(Available records Opens)

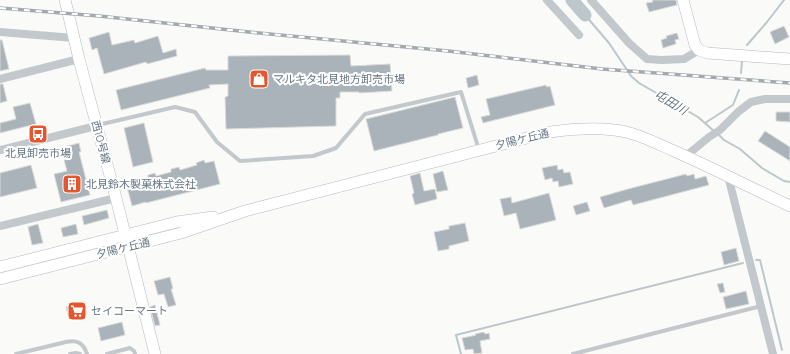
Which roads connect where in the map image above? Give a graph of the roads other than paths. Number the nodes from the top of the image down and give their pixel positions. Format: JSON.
{"nodes":[{"id":1,"x":65,"y":0,"type":"edge"},
{"id":2,"x":547,"y":0,"type":"edge"},
{"id":3,"x":591,"y":0,"type":"edge"},
{"id":4,"x":683,"y":0,"type":"edge"},
{"id":5,"x":0,"y":32,"type":"edge"},
{"id":6,"x":579,"y":35,"type":"dead end"},
{"id":7,"x":74,"y":38,"type":"junction"},
{"id":8,"x":699,"y":50,"type":"junction"},
{"id":9,"x":79,"y":59,"type":"junction"},
{"id":10,"x":790,"y":59,"type":"edge"},
{"id":11,"x":0,"y":79,"type":"edge"},
{"id":12,"x":790,"y":100,"type":"edge"},
{"id":13,"x":96,"y":126,"type":"junction"},
{"id":14,"x":0,"y":150,"type":"edge"},
{"id":15,"x":479,"y":150,"type":"junction"},
{"id":16,"x":686,"y":156,"type":"junction"},
{"id":17,"x":728,"y":176,"type":"junction"},
{"id":18,"x":116,"y":198,"type":"junction"},
{"id":19,"x":790,"y":206,"type":"edge"},
{"id":20,"x":245,"y":211,"type":"junction"},
{"id":21,"x":0,"y":226,"type":"edge"},
{"id":22,"x":125,"y":235,"type":"junction"},
{"id":23,"x":128,"y":247,"type":"junction"},
{"id":24,"x":0,"y":267,"type":"edge"},
{"id":25,"x":0,"y":279,"type":"edge"},
{"id":26,"x":761,"y":306,"type":"junction"},
{"id":27,"x":16,"y":354,"type":"edge"},
{"id":28,"x":70,"y":354,"type":"edge"},
{"id":29,"x":80,"y":354,"type":"edge"},
{"id":30,"x":87,"y":354,"type":"edge"},
{"id":31,"x":107,"y":354,"type":"edge"},
{"id":32,"x":135,"y":354,"type":"edge"},
{"id":33,"x":155,"y":354,"type":"edge"},
{"id":34,"x":573,"y":354,"type":"edge"},
{"id":35,"x":774,"y":354,"type":"edge"}],
"edges":[{"from":1,"to":7,"type":"street","name":"西10号線"},
{"from":2,"to":6,"type":"street"},
{"from":3,"to":8,"type":"street"},
{"from":4,"to":8,"type":"street"},
{"from":5,"to":7,"type":"street"},
{"from":7,"to":9,"type":"street","name":"西10号線"},
{"from":8,"to":10,"type":"street"},
{"from":9,"to":11,"type":"street"},
{"from":9,"to":13,"type":"street","name":"西10号線"},
{"from":12,"to":16,"type":"street"},
{"from":13,"to":14,"type":"street"},
{"from":13,"to":15,"type":"lane"},
{"from":13,"to":18,"type":"street","name":"西10号線"},
{"from":15,"to":16,"type":"street","name":"夕陽ケ丘通"},
{"from":15,"to":20,"type":"street","name":"夕陽ケ丘通"},
{"from":16,"to":17,"type":"street","name":"夕陽ケ丘通"},
{"from":17,"to":19,"type":"street","name":"夕陽ケ丘通"},
{"from":17,"to":26,"type":"street"},
{"from":18,"to":21,"type":"street"},
{"from":18,"to":22,"type":"street","name":"西10号線"},
{"from":20,"to":22,"type":"street","name":"夕陽ケ丘通"},
{"from":20,"to":23,"type":"street","name":"夕陽ケ丘通"},
{"from":22,"to":23,"type":"street","name":"西10号線"},
{"from":22,"to":24,"type":"street","name":"夕陽ケ丘通"},
{"from":23,"to":25,"type":"street","name":"夕陽ケ丘通"},
{"from":23,"to":33,"type":"street","name":"西10号線"},
{"from":26,"to":34,"type":"lane"},
{"from":26,"to":35,"type":"street"},
{"from":27,"to":30,"type":"lane"},
{"from":28,"to":29,"type":"lane"},
{"from":31,"to":32,"type":"lane"}]}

(Available records Closes)

• _What is needed_: Each entry above is to be restated exactly, without its images.

• _Task solution_:
Which roads connect where in the map image above? Give a graph of the roads other than paths. Number the nodes from the top of the image down and give their pixel positions. Format: JSON.
{"nodes":[{"id":1,"x":65,"y":0,"type":"edge"},
{"id":2,"x":547,"y":0,"type":"edge"},
{"id":3,"x":591,"y":0,"type":"edge"},
{"id":4,"x":683,"y":0,"type":"edge"},
{"id":5,"x":0,"y":32,"type":"edge"},
{"id":6,"x":579,"y":35,"type":"dead end"},
{"id":7,"x":74,"y":38,"type":"junction"},
{"id":8,"x":699,"y":50,"type":"junction"},
{"id":9,"x":79,"y":59,"type":"junction"},
{"id":10,"x":790,"y":59,"type":"edge"},
{"id":11,"x":0,"y":79,"type":"edge"},
{"id":12,"x":790,"y":100,"type":"edge"},
{"id":13,"x":96,"y":126,"type":"junction"},
{"id":14,"x":0,"y":150,"type":"edge"},
{"id":15,"x":479,"y":150,"type":"junction"},
{"id":16,"x":686,"y":156,"type":"junction"},
{"id":17,"x":728,"y":176,"type":"junction"},
{"id":18,"x":116,"y":198,"type":"junction"},
{"id":19,"x":790,"y":206,"type":"edge"},
{"id":20,"x":245,"y":211,"type":"junction"},
{"id":21,"x":0,"y":226,"type":"edge"},
{"id":22,"x":125,"y":235,"type":"junction"},
{"id":23,"x":128,"y":247,"type":"junction"},
{"id":24,"x":0,"y":267,"type":"edge"},
{"id":25,"x":0,"y":279,"type":"edge"},
{"id":26,"x":761,"y":306,"type":"junction"},
{"id":27,"x":16,"y":354,"type":"edge"},
{"id":28,"x":70,"y":354,"type":"edge"},
{"id":29,"x":80,"y":354,"type":"edge"},
{"id":30,"x":87,"y":354,"type":"edge"},
{"id":31,"x":107,"y":354,"type":"edge"},
{"id":32,"x":135,"y":354,"type":"edge"},
{"id":33,"x":155,"y":354,"type":"edge"},
{"id":34,"x":573,"y":354,"type":"edge"},
{"id":35,"x":774,"y":354,"type":"edge"}],
"edges":[{"from":1,"to":7,"type":"street","name":"西10号線"},
{"from":2,"to":6,"type":"street"},
{"from":3,"to":8,"type":"street"},
{"from":4,"to":8,"type":"street"},
{"from":5,"to":7,"type":"street"},
{"from":7,"to":9,"type":"street","name":"西10号線"},
{"from":8,"to":10,"type":"street"},
{"from":9,"to":11,"type":"street"},
{"from":9,"to":13,"type":"street","name":"西10号線"},
{"from":12,"to":16,"type":"street"},
{"from":13,"to":14,"type":"street"},
{"from":13,"to":15,"type":"lane"},
{"from":13,"to":18,"type":"street","name":"西10号線"},
{"from":15,"to":16,"type":"street","name":"夕陽ケ丘通"},
{"from":15,"to":20,"type":"street","name":"夕陽ケ丘通"},
{"from":16,"to":17,"type":"street","name":"夕陽ケ丘通"},
{"from":17,"to":19,"type":"street","name":"夕陽ケ丘通"},
{"from":17,"to":26,"type":"street"},
{"from":18,"to":21,"type":"street"},
{"from":18,"to":22,"type":"street","name":"西10号線"},
{"from":20,"to":22,"type":"street","name":"夕陽ケ丘通"},
{"from":20,"to":23,"type":"street","name":"夕陽ケ丘通"},
{"from":22,"to":23,"type":"street","name":"西10号線"},
{"from":22,"to":24,"type":"street","name":"夕陽ケ丘通"},
{"from":23,"to":25,"type":"street","name":"夕陽ケ丘通"},
{"from":23,"to":33,"type":"street","name":"西10号線"},
{"from":26,"to":34,"type":"lane"},
{"from":26,"to":35,"type":"street"},
{"from":27,"to":30,"type":"lane"},
{"from":28,"to":29,"type":"lane"},
{"from":31,"to":32,"type":"lane"}]}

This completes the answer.